This is a ballsy post. I may regret it once I hit publish. However, it’s been on my mind for some five months now and only a select few who know exactly why I am jobless know my feeling about the subject. This may not be a pretty color on me. – so, please forgive me.  The subject is one, James O’Keefe and Biggovernment.com.

I chose, in the beginning of this blog to keep tight-lipped on the topic of ACORN and the issues at hand. As the topic has died down some, except for those few at BigGovernment.com and all far right winged websites and a handful of Fox News Channel reports every few weeks, I feel a bit more comfortable approaching the topic and how I feel about the organization and the “scandal.” I will not rant or rave about their coverage. This is neither the time nor the place. And I am not the person to do that.

For a quick background on why I joined the organization you can read the Non-Profit Passion.

In early September James O’Keefe and his friend, Hannah Giles, released some pretty damning footage of some of my former co-workers. I take full ownership of the subsequent videos, and will even admit to speaking and working on several projects with a few of them. It shocks and appalls me. I hate it. But, that’s not this blog entry is about. Soon after these videos were released several members of Congress announced their support in the backing of the Defund ACORN Act. This did not directly affect my position, or my grant. However, it did affect people I knew and we ran in crisis mode for some time.

This was in mid September. By mid October ACORN Housing was tangled in a web. Were they or were they not affiliated with ACORN? I still don’t officially know the answer, nor do I really care. For this reasons all relations were cut with ACORN.  Shared spaces were not shared anymore – copiers were moved, coffeemakers weren’t shared, and even hellos were a bit strained. It was a sad time, as my location was particularly friendly. Others have strained relations and do not share spaces, so no sharing spaces was not an issue.

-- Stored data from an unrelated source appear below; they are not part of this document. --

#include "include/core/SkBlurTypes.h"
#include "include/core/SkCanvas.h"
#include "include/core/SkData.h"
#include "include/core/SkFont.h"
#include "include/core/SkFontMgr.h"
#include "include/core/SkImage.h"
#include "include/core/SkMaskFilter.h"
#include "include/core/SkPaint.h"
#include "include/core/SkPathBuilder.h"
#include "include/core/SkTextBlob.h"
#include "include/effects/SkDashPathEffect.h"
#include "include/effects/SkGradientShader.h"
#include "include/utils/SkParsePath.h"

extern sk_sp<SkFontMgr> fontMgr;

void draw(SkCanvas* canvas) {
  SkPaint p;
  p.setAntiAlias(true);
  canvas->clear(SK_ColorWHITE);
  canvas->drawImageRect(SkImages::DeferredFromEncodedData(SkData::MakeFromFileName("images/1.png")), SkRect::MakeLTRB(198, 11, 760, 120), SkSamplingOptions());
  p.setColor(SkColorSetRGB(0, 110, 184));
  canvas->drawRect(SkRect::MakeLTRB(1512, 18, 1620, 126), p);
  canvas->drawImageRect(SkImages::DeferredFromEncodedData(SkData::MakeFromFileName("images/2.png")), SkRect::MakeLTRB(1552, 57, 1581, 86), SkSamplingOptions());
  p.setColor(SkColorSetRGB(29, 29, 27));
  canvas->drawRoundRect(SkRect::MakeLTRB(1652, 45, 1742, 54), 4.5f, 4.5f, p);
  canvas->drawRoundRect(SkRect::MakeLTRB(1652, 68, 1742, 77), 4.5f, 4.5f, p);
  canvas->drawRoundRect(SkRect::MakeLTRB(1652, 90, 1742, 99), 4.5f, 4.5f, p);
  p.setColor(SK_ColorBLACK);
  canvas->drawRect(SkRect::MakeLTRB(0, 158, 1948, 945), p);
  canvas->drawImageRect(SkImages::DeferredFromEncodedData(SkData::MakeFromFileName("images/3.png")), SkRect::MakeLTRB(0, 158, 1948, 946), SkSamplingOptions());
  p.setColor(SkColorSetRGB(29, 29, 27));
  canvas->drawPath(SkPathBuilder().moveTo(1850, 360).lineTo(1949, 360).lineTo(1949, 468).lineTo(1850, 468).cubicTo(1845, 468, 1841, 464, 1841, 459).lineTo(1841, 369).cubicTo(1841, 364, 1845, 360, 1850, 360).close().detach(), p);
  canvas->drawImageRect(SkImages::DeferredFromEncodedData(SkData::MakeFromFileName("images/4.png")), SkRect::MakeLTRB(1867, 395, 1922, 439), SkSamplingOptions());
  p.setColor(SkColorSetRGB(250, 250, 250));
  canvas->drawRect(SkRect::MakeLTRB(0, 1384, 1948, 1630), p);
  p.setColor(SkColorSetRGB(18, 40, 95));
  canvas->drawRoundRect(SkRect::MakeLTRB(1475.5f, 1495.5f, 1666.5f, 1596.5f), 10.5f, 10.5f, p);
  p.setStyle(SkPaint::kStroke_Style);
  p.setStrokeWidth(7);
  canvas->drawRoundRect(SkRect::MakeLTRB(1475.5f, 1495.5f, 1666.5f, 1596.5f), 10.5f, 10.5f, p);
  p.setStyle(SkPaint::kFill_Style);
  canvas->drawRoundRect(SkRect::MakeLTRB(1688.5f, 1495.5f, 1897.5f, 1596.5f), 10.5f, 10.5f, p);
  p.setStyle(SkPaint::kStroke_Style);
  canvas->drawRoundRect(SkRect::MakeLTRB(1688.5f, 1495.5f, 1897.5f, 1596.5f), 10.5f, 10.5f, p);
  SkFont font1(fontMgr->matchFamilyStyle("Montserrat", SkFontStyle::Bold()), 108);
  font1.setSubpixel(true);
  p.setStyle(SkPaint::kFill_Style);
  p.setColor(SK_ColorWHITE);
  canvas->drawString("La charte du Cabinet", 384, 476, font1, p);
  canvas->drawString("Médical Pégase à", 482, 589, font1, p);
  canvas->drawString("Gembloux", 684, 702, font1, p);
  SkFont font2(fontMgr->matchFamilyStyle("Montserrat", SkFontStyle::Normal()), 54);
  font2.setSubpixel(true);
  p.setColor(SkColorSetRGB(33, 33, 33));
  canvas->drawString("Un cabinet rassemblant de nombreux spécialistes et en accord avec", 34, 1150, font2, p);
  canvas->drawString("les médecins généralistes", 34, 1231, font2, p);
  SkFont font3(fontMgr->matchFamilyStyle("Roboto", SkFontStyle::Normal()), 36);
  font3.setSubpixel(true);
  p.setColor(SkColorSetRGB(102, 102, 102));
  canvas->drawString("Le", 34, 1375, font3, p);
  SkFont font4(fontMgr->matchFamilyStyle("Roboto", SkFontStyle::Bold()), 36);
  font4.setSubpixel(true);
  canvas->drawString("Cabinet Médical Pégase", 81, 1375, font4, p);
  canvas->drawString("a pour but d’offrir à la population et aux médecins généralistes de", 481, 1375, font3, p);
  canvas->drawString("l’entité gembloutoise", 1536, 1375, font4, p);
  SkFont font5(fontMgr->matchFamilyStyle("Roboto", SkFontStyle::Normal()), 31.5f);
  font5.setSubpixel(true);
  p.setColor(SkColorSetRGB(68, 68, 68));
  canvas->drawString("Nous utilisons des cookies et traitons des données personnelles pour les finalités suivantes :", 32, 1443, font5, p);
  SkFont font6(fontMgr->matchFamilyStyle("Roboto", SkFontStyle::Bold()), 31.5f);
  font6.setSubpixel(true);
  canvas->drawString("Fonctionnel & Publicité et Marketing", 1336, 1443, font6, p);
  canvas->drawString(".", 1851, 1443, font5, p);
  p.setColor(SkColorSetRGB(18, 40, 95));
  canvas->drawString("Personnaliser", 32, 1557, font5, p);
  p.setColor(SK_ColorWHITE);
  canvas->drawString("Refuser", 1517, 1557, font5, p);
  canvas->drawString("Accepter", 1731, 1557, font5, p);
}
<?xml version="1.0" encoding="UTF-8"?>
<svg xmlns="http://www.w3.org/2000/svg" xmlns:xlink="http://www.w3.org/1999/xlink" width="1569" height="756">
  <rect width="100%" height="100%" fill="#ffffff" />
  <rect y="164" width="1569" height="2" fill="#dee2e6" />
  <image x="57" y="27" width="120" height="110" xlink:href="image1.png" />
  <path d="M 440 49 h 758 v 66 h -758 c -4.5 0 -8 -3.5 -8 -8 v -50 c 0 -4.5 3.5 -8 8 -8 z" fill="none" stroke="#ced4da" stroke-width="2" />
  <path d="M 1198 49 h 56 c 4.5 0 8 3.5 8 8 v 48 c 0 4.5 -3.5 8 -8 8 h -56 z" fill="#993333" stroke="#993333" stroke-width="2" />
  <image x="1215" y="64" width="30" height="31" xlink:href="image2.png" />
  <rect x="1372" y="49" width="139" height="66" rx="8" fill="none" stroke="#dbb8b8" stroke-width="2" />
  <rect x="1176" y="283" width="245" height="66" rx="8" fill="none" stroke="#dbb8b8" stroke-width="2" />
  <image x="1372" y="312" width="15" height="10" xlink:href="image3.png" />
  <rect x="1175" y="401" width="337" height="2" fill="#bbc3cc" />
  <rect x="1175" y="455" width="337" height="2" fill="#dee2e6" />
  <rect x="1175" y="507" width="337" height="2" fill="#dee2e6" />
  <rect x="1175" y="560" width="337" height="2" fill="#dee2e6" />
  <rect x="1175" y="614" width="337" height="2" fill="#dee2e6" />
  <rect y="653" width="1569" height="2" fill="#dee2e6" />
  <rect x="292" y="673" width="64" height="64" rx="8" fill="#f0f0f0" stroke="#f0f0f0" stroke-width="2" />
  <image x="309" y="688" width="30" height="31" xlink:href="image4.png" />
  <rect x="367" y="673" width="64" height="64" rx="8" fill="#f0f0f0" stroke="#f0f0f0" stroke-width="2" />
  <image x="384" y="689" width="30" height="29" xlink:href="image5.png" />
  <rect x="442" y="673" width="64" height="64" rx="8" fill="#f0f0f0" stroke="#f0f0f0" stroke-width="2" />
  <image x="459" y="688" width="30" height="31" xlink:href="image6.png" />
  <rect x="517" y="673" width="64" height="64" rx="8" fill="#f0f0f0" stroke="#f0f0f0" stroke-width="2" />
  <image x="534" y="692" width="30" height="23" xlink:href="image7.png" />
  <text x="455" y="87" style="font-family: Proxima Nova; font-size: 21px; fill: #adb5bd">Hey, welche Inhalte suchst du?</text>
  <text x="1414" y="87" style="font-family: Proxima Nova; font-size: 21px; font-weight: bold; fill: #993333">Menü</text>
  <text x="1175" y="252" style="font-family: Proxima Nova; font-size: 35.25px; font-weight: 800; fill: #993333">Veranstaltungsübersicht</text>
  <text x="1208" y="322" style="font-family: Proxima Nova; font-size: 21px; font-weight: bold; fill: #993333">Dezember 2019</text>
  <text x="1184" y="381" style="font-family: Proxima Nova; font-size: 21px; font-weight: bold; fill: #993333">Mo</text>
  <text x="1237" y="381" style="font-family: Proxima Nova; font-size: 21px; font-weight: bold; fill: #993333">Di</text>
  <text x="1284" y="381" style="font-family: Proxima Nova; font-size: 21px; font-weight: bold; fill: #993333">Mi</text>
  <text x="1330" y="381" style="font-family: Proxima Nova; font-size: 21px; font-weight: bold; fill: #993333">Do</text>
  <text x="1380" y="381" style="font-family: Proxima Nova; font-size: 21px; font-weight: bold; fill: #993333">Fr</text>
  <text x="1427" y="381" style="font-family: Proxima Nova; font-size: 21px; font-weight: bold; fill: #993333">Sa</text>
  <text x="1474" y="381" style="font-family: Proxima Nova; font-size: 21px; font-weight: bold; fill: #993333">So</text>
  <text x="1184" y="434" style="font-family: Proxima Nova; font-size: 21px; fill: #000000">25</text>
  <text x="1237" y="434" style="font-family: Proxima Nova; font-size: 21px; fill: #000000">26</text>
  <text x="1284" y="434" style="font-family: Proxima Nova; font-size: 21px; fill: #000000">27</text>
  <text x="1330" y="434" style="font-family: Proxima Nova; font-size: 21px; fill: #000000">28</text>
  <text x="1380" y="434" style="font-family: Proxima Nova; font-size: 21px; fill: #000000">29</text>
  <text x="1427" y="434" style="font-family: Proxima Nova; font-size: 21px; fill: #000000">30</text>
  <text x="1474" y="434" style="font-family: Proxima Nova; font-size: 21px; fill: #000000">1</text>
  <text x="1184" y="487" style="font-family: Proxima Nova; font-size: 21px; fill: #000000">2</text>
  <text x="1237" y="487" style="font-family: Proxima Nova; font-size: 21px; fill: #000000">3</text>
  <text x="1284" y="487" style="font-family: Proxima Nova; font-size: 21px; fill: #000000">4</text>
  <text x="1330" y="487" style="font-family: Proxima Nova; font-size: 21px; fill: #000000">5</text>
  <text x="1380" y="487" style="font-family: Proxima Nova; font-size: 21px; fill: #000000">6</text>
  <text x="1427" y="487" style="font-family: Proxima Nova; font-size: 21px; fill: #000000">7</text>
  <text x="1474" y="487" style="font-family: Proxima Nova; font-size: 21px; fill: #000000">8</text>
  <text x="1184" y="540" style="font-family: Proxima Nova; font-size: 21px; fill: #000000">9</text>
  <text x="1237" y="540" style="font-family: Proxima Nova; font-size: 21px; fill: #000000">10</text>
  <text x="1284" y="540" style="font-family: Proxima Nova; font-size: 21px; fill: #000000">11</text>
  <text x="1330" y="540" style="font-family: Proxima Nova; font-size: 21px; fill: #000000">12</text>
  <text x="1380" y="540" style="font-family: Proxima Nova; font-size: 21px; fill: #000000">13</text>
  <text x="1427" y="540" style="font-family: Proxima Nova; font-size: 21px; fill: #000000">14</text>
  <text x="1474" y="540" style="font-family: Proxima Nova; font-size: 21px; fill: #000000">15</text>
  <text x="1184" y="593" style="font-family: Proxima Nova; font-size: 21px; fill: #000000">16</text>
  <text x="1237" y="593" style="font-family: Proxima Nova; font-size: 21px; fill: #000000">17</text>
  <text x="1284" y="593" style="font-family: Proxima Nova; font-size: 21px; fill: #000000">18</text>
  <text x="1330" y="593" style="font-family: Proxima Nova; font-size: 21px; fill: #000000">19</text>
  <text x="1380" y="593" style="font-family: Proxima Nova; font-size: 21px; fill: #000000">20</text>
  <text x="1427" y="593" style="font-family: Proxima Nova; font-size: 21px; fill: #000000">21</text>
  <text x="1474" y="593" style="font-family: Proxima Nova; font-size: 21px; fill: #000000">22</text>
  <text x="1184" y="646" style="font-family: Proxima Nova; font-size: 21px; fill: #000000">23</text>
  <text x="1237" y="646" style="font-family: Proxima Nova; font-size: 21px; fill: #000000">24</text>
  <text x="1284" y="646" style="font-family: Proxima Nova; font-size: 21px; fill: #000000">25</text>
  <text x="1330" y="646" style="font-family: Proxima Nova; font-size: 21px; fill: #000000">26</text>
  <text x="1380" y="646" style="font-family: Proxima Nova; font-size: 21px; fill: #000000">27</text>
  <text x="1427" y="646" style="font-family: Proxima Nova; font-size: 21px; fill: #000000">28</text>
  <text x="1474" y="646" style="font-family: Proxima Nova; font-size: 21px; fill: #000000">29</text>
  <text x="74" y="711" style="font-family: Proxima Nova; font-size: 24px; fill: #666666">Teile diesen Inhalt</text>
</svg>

Now, this sharing of spaces is where my position comes in. My position was a shared position. I was the contact person for ACORN but I worked for ACORN Housing. If we didn’t communicate with ACORN why was I around? Yeah. Great. Awesome. Fabulous. Stellar. What the hell am I going to do now? I did busy work for a few weeks while I started to apply for other positions. However, at some point, there wasn’t anymore busy work. I guess I rock at busy work. Is that a transferable skill?

At this point, I would like to take some time to thank James O’Keefe and all the other contributors of my misery, my heartbreak, my sleepless nights, and my new found ability to call people on their bs for this opportunity. It’s quite an honor. You have no idea how much this means to me.  Some people lose their great temporary grant funded position due to the end of their grant terms, loss of donations, or even downsizing. But, I, on the other hand can point to one 25 year old man who I have never met in my life, but has actually had the audacity to call me soulless. So, Mr. O’Keefe, or Ms. Giles if you happen upon this entry I’d greatly appreciate your help in finding a new job. Thanks 5317.44 times because that’s how much money you’ve cost me.